Stored data entries
************
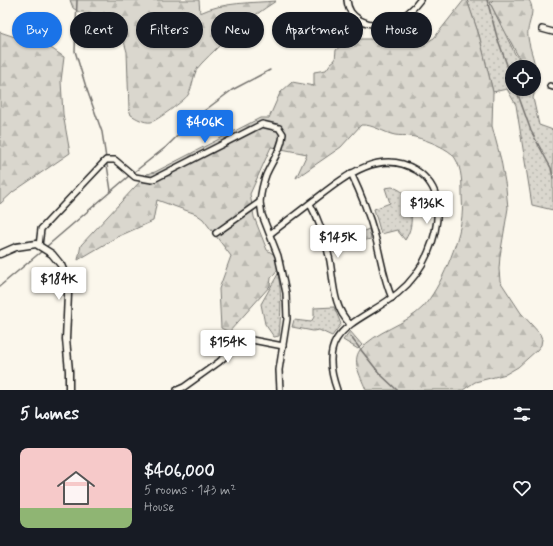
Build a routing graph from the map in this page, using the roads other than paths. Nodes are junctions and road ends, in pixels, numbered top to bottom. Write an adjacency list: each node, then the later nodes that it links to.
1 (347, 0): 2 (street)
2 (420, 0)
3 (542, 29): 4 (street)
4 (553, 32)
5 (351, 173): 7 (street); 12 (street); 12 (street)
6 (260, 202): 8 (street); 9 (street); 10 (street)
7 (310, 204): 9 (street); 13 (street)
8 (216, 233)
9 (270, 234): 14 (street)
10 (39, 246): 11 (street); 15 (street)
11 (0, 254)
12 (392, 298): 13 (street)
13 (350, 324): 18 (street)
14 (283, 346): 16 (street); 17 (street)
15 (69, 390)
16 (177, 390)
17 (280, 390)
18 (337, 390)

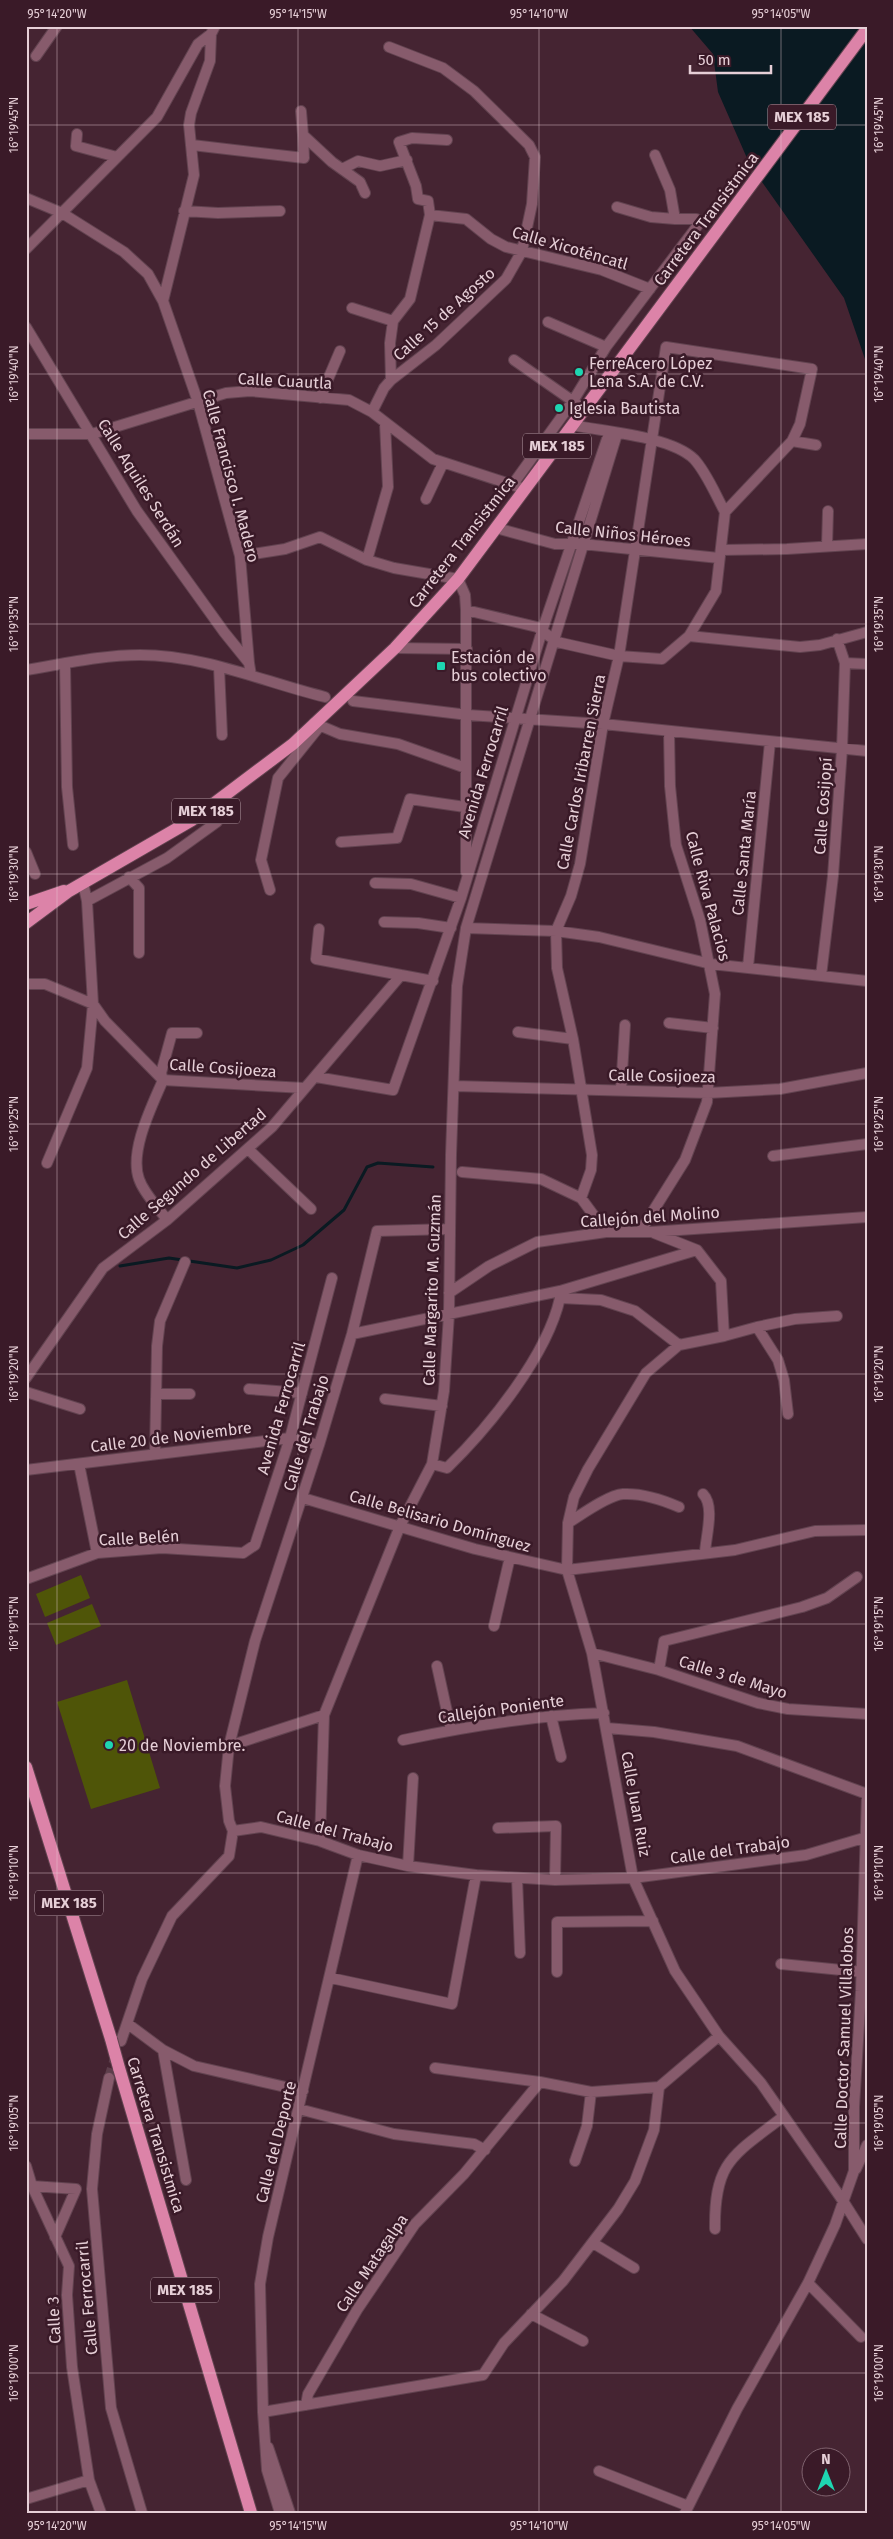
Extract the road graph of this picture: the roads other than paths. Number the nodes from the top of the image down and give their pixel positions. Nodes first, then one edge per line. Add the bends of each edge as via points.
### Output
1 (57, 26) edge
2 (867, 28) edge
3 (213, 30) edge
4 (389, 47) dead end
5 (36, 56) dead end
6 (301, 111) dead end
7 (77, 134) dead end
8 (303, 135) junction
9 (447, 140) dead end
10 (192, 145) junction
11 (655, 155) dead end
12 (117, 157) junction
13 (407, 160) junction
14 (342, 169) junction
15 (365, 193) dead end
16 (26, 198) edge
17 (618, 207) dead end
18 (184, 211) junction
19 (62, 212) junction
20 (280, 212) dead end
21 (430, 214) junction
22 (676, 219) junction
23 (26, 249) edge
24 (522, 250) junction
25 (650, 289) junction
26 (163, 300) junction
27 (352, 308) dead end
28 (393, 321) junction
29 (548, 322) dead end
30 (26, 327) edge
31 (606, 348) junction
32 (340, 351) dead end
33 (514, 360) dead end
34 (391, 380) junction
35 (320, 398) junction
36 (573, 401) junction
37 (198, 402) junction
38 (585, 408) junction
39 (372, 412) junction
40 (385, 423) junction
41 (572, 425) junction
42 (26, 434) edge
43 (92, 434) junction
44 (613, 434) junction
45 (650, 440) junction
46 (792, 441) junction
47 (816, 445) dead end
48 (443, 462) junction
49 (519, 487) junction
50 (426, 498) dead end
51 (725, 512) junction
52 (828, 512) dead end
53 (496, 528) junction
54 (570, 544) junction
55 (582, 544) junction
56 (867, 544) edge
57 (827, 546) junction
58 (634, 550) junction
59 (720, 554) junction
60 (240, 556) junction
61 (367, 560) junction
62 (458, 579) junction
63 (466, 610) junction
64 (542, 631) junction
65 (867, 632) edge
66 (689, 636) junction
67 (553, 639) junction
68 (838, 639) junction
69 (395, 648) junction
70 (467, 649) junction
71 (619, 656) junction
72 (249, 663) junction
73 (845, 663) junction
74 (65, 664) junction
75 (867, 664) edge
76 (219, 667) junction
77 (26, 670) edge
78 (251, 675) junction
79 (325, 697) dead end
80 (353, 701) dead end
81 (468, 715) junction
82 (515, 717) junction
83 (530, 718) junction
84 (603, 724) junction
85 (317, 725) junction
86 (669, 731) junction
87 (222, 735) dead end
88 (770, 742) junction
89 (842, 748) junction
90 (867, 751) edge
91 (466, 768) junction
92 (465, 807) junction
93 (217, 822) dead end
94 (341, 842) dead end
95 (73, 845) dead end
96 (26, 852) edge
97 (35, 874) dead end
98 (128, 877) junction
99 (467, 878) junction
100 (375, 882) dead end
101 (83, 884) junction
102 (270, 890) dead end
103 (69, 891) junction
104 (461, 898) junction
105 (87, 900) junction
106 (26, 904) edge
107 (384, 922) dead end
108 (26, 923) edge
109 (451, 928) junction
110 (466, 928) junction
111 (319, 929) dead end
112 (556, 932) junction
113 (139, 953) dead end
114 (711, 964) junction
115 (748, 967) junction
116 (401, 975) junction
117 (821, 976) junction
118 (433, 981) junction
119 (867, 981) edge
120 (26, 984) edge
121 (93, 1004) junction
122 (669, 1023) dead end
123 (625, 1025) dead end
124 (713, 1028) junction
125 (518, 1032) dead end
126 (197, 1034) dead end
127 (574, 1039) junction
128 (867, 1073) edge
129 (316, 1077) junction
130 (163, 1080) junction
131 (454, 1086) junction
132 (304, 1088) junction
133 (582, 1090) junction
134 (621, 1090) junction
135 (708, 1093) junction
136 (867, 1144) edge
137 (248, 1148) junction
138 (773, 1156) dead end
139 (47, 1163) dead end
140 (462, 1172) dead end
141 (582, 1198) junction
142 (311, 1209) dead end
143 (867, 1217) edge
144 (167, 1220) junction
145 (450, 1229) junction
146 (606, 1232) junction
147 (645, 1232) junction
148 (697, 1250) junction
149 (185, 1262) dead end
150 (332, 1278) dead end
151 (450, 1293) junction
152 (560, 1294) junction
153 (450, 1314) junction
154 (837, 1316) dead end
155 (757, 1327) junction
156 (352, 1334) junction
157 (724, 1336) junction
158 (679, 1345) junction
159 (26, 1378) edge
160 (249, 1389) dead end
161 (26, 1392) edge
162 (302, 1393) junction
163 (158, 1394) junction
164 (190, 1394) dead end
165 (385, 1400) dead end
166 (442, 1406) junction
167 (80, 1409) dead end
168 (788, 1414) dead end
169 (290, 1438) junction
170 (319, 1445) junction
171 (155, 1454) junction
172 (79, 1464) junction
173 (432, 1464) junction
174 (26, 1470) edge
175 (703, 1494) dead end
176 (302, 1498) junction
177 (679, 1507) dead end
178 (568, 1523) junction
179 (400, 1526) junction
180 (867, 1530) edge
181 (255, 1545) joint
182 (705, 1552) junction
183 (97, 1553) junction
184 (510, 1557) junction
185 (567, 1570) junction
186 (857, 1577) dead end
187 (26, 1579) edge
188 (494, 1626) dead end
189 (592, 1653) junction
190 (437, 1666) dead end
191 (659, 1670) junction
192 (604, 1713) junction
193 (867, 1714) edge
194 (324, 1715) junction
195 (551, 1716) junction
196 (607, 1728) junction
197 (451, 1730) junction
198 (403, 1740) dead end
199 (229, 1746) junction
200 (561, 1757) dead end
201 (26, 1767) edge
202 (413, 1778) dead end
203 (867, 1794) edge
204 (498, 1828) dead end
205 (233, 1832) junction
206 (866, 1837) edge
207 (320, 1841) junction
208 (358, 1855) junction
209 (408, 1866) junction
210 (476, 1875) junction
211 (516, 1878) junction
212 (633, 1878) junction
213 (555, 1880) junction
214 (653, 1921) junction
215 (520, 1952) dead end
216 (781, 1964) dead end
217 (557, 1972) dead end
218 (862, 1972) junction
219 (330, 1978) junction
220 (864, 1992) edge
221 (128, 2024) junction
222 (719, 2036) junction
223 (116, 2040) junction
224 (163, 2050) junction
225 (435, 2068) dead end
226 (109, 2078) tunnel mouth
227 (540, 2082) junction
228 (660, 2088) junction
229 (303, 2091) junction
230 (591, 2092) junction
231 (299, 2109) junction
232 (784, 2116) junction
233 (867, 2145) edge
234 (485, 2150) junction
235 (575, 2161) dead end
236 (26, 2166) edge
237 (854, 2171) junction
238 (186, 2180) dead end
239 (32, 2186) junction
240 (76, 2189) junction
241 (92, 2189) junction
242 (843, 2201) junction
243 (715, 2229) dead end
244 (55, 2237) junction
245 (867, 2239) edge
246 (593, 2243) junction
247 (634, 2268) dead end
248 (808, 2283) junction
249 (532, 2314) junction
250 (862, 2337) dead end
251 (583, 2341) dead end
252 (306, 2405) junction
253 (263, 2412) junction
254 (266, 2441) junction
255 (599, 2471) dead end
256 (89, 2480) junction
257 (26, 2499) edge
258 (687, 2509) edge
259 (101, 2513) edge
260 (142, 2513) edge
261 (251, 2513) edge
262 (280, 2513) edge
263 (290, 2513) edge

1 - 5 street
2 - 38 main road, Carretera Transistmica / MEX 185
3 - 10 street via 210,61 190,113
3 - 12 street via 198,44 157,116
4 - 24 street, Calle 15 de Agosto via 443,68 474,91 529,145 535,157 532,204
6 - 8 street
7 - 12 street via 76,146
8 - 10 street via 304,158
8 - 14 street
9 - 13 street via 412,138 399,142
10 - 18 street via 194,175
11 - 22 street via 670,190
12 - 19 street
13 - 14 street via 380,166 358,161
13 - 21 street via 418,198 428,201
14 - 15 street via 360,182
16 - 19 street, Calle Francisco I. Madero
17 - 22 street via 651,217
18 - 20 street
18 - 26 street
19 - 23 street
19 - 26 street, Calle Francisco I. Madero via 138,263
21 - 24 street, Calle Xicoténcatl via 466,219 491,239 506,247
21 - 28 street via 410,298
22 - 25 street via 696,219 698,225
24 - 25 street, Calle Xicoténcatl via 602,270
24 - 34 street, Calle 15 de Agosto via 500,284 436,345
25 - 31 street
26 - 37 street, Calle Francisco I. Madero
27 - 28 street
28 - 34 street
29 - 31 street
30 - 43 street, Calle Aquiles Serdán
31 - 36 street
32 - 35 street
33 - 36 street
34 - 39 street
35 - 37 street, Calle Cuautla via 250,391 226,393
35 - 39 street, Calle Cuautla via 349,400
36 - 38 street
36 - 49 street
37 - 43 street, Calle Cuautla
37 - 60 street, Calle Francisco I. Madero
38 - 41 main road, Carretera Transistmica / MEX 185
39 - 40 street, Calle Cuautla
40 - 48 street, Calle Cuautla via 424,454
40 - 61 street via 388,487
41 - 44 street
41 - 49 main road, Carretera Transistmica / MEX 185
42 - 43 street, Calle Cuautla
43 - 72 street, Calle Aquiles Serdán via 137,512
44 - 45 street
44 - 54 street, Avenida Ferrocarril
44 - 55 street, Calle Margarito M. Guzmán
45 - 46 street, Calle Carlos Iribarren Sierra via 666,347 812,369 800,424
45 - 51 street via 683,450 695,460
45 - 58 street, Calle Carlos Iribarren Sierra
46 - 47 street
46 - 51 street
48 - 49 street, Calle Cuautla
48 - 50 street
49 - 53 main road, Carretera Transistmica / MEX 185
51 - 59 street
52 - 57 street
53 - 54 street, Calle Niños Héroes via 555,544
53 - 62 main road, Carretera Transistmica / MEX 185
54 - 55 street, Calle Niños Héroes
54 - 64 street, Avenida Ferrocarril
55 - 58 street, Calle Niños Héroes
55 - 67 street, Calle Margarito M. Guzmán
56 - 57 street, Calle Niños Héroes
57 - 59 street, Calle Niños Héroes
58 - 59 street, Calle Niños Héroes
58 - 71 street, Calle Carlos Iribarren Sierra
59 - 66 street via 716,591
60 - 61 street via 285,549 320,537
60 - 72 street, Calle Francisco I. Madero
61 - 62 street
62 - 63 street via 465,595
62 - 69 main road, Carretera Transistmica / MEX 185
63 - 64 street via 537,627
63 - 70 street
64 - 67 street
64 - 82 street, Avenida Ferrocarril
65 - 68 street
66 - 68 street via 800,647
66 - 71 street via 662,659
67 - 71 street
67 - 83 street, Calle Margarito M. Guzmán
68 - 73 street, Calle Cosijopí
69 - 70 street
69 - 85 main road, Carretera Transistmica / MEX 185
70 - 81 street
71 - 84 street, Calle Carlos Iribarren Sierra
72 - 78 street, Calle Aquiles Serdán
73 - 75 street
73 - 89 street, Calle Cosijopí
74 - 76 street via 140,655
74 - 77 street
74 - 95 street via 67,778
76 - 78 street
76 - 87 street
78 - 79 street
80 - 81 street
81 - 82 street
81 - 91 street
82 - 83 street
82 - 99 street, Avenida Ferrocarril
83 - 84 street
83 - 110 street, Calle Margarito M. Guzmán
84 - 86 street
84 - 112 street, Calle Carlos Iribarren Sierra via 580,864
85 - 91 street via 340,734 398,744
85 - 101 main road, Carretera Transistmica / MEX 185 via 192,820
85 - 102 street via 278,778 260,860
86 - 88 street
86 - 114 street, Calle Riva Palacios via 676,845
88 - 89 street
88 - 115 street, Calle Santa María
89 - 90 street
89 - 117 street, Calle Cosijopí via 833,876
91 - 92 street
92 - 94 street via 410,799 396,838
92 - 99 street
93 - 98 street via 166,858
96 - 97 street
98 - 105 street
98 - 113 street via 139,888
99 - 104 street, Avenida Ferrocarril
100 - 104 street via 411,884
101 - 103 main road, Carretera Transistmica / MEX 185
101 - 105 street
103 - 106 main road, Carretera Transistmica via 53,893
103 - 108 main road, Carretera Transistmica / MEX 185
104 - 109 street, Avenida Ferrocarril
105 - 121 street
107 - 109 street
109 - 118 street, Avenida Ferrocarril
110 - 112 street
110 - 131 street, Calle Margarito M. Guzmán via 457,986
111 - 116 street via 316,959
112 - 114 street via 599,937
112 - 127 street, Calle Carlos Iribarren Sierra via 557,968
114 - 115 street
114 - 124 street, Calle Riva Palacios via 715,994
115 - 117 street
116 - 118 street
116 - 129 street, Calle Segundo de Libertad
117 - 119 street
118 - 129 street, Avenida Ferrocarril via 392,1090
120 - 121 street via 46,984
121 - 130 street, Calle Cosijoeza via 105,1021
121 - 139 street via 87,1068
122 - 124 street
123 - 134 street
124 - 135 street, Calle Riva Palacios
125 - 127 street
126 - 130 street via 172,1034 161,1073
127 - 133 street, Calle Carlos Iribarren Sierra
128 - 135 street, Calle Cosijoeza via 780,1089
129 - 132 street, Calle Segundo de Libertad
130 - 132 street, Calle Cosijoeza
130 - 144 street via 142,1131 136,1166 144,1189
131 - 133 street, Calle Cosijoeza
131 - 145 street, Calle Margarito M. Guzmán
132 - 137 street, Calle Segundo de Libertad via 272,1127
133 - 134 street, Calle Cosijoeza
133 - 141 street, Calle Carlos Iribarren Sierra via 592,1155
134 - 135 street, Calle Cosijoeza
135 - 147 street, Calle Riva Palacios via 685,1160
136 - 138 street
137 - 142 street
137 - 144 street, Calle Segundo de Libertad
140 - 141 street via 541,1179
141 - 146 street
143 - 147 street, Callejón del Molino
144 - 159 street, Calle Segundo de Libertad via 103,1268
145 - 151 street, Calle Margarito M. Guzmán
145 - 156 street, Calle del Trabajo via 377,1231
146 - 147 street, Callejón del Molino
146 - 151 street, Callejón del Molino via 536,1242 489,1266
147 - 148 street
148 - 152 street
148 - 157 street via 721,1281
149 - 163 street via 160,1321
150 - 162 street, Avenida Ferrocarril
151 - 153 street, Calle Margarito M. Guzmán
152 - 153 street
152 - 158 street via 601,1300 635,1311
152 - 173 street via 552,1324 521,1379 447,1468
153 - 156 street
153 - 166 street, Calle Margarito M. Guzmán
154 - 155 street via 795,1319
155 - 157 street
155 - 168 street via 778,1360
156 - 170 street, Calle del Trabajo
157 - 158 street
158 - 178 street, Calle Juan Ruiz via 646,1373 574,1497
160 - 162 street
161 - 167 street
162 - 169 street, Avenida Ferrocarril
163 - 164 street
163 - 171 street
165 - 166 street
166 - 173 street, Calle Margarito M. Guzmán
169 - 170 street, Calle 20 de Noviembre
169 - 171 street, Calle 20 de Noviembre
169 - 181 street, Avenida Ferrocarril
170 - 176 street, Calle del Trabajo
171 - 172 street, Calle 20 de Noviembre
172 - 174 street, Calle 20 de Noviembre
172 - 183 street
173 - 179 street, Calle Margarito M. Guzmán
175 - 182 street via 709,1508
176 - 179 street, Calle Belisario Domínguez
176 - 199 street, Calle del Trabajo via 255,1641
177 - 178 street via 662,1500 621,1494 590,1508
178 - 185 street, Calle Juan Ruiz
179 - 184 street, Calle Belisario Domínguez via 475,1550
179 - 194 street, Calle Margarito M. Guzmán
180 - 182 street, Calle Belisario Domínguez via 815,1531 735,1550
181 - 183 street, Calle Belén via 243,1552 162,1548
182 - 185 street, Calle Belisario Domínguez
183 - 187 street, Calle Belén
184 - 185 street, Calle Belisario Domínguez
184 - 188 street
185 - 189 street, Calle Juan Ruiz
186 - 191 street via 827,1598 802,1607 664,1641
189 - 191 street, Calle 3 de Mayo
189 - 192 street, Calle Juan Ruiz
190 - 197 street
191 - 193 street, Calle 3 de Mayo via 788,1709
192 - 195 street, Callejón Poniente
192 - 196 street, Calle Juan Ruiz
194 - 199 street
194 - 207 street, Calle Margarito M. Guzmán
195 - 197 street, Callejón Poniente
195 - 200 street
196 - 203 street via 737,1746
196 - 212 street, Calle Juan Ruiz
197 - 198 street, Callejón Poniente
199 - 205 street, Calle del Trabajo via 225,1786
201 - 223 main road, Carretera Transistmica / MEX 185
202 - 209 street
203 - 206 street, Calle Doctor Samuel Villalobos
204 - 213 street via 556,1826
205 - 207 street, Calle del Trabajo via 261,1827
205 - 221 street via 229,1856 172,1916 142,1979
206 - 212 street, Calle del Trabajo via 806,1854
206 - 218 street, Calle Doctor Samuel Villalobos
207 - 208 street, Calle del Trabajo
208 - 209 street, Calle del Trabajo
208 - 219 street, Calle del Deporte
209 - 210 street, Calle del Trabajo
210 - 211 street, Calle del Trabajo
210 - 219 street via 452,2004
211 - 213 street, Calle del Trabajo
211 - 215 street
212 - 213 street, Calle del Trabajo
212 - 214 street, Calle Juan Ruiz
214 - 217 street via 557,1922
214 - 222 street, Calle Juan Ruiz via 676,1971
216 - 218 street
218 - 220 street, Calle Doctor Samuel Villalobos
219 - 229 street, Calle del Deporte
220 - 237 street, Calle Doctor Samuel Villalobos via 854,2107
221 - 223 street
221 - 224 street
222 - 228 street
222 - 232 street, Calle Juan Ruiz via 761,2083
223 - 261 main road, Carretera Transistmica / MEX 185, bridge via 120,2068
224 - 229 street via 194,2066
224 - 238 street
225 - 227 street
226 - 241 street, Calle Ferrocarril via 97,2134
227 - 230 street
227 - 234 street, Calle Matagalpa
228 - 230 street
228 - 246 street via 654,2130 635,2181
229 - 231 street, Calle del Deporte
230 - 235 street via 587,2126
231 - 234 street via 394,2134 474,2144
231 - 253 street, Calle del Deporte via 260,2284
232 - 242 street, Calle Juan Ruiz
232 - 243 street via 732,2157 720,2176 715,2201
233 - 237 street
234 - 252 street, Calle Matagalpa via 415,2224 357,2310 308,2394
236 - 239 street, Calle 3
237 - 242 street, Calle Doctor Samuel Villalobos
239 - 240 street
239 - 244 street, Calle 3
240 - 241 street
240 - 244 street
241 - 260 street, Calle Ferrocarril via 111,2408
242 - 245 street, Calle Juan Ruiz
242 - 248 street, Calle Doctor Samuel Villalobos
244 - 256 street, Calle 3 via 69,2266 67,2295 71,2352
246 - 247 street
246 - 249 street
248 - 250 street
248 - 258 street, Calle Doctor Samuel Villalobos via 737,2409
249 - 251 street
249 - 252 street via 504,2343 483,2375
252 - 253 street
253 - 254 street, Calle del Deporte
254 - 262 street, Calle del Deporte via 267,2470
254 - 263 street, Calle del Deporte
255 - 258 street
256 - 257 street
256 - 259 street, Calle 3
************
### Exercise description
Please return, exactly as written, the lines from the first line of the records above through the line containing "Extract the road", both included, leaving out any pictures.

### Task result
Build a routing graph from the map in this page, using the roads other than paths. Nodes are junctions and road ends, in pixels, numbered top to bottom. Write an adjacency list: each node, then the later nodes that it links to.
1 (347, 0): 2 (street)
2 (420, 0)
3 (542, 29): 4 (street)
4 (553, 32)
5 (351, 173): 7 (street); 12 (street); 12 (street)
6 (260, 202): 8 (street); 9 (street); 10 (street)
7 (310, 204): 9 (street); 13 (street)
8 (216, 233)
9 (270, 234): 14 (street)
10 (39, 246): 11 (street); 15 (street)
11 (0, 254)
12 (392, 298): 13 (street)
13 (350, 324): 18 (street)
14 (283, 346): 16 (street); 17 (street)
15 (69, 390)
16 (177, 390)
17 (280, 390)
18 (337, 390)

Extract the road graph of this picture: the roads other than paths. Number the nodes from the top of the image down and give their pixel positions. Nodes first, then one edge per line. Add the bends of each edge as via points.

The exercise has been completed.